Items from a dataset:
§

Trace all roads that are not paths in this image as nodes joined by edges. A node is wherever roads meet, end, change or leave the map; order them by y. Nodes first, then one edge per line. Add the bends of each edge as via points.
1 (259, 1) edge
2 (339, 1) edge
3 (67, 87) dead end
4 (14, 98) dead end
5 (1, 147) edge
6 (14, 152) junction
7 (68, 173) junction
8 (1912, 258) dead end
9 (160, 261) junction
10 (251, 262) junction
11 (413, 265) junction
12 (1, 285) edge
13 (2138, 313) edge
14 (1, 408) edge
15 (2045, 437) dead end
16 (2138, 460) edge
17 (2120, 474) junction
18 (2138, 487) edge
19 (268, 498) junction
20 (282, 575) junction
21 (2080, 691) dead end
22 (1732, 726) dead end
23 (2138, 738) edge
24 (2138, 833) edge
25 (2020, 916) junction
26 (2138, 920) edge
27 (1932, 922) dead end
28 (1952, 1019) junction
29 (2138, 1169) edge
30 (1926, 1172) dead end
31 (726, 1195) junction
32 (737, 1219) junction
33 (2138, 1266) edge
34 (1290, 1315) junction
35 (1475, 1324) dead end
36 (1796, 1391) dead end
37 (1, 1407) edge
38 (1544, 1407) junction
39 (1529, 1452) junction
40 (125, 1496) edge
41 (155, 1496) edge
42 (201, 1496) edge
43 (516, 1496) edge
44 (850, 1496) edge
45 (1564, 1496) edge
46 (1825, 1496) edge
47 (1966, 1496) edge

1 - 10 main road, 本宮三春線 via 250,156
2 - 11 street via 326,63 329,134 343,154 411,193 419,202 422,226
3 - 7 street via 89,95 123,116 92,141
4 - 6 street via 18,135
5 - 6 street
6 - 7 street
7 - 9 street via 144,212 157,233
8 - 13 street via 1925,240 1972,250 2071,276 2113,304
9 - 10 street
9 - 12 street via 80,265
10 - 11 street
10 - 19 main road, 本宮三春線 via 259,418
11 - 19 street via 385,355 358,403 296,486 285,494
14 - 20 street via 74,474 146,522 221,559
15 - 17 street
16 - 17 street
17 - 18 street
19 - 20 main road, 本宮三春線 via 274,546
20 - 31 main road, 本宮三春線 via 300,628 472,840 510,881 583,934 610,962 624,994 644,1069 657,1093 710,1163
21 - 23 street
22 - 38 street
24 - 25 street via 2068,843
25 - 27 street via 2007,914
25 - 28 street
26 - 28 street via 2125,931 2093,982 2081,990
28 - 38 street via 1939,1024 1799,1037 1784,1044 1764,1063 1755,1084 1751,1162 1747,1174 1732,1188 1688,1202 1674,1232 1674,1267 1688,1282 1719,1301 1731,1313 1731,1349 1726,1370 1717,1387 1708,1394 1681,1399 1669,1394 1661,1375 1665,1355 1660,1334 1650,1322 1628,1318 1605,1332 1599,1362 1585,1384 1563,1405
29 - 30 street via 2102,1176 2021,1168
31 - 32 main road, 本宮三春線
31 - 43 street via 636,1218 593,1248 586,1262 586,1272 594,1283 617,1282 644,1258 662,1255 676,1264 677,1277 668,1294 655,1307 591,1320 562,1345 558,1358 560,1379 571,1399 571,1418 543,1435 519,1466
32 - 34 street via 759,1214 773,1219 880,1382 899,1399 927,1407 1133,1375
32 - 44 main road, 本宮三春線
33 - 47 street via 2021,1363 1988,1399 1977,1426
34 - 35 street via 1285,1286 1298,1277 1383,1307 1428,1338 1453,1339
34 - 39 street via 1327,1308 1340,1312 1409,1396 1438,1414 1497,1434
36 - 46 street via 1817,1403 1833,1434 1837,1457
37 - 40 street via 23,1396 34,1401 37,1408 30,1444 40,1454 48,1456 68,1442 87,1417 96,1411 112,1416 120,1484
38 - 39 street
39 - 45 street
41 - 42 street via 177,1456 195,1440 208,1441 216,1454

§

▶ [Work item] In the entries above, some lines may contain the string "main"; report how many, without additional comment.

▶ [Task output] 6